[
https://issues.apache.org/jira/browse/HDFS-7782?page=com.atlassian.jira.plugin.system.issuetabpanels:all-tabpanel
]
Zhe Zhang updated HDFS-7782:
----------------------------
Attachment: HDFS-7782-006.patch
Thanks Jing and Walter for the thorough reviews!
bq. MiniDFSCluster.injectBlocks(..) filled block with repeated byte
DEFAULT_DATABYTE
Yes this bothers me as well. I will file another JIRA to extend
{{SimulatedFSDataset}}.
bq. I'm a little confused where each groupSize comes from.
This is basically the width of the striping group. Currently we don't have
configurable schema yet, so it should always be NUM_DATA_BLOCKS.
bq. In DFSClient#initThreadsNumForStripedReads, the DFSClient object's monitor
cannot protect the static filed STRIPED_READ_THREAD_POOL.
Good catch!

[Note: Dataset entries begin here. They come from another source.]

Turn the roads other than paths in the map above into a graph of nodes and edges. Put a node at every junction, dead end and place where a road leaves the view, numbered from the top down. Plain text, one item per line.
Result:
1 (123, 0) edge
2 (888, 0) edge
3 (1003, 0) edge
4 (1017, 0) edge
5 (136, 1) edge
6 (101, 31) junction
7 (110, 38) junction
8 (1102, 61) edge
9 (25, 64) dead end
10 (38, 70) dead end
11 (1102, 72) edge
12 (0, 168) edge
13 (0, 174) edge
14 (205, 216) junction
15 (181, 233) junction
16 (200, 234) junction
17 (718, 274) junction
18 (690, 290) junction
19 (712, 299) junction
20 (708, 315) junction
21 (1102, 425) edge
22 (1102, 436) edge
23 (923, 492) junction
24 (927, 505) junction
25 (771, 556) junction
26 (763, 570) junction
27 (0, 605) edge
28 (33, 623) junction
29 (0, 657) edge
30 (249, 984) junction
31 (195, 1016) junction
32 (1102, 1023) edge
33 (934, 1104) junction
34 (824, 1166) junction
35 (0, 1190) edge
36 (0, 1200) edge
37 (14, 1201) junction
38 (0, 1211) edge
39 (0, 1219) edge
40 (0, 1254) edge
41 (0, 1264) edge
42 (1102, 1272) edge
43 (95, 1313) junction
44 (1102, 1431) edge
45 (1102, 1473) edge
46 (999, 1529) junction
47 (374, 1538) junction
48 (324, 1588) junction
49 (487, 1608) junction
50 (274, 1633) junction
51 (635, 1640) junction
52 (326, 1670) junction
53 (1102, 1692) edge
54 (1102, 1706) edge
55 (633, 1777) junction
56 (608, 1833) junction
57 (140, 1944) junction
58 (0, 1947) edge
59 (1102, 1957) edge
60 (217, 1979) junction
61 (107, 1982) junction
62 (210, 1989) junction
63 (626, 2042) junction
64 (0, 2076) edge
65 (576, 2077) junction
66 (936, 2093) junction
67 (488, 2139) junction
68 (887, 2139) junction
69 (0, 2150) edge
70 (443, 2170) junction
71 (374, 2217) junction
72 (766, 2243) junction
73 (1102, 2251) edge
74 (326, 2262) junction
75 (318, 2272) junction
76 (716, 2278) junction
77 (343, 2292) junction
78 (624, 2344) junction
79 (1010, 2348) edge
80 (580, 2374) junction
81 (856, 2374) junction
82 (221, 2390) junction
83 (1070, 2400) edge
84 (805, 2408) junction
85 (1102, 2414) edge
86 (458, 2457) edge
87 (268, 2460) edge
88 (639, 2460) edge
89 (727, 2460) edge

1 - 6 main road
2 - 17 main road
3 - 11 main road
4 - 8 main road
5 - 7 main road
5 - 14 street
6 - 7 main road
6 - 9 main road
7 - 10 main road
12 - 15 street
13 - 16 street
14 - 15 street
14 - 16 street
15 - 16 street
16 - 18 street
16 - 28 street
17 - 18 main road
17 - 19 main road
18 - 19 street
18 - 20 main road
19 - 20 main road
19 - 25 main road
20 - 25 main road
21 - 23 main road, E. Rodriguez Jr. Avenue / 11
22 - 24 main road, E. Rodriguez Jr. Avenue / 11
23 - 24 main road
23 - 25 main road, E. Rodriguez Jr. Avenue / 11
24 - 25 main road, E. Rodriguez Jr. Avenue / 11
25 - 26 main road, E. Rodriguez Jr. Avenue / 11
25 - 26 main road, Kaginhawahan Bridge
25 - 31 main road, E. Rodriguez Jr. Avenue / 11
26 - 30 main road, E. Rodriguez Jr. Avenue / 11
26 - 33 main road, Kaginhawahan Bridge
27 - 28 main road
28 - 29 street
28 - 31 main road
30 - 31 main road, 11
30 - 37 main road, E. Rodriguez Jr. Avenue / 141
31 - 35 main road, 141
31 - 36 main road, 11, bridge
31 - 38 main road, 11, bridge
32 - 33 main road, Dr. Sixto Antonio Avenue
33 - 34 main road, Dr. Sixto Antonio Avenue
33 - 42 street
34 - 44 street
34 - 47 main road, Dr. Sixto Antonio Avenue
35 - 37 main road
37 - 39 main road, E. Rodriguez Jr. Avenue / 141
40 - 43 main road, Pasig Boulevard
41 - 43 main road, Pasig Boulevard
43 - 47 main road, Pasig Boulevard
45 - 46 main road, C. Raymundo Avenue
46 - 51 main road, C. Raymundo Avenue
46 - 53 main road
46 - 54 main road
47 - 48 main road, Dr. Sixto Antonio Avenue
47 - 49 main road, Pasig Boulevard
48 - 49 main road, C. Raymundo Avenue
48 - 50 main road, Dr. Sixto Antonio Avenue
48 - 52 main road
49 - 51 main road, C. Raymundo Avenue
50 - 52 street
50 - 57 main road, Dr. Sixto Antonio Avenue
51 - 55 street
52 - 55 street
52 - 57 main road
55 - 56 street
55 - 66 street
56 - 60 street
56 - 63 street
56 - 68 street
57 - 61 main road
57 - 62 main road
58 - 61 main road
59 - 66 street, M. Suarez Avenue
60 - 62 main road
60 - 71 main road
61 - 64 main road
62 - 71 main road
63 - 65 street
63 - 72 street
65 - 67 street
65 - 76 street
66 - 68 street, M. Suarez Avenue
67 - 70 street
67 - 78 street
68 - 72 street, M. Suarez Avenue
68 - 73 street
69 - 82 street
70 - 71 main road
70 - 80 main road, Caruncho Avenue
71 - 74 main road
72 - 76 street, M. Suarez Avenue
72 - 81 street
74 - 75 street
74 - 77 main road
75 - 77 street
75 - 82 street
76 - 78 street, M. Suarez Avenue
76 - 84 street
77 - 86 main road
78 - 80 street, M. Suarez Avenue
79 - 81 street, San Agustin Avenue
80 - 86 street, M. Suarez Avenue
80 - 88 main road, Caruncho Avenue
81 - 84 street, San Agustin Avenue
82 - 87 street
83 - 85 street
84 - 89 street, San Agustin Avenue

I changed both {{STRIPED_READ_THREAD_POOL}} and
{{HEDGED_READ_THREAD_POOL}} to be non-static. They are never accessed in a
static way.
bq. nstead of overriding hedgedFetchBlockByteRange and throwing
UnsupportedActionException, maybe we can add a check in DFSInputStream#pread to
make sure no hedged read for a LocatedStripedBlock.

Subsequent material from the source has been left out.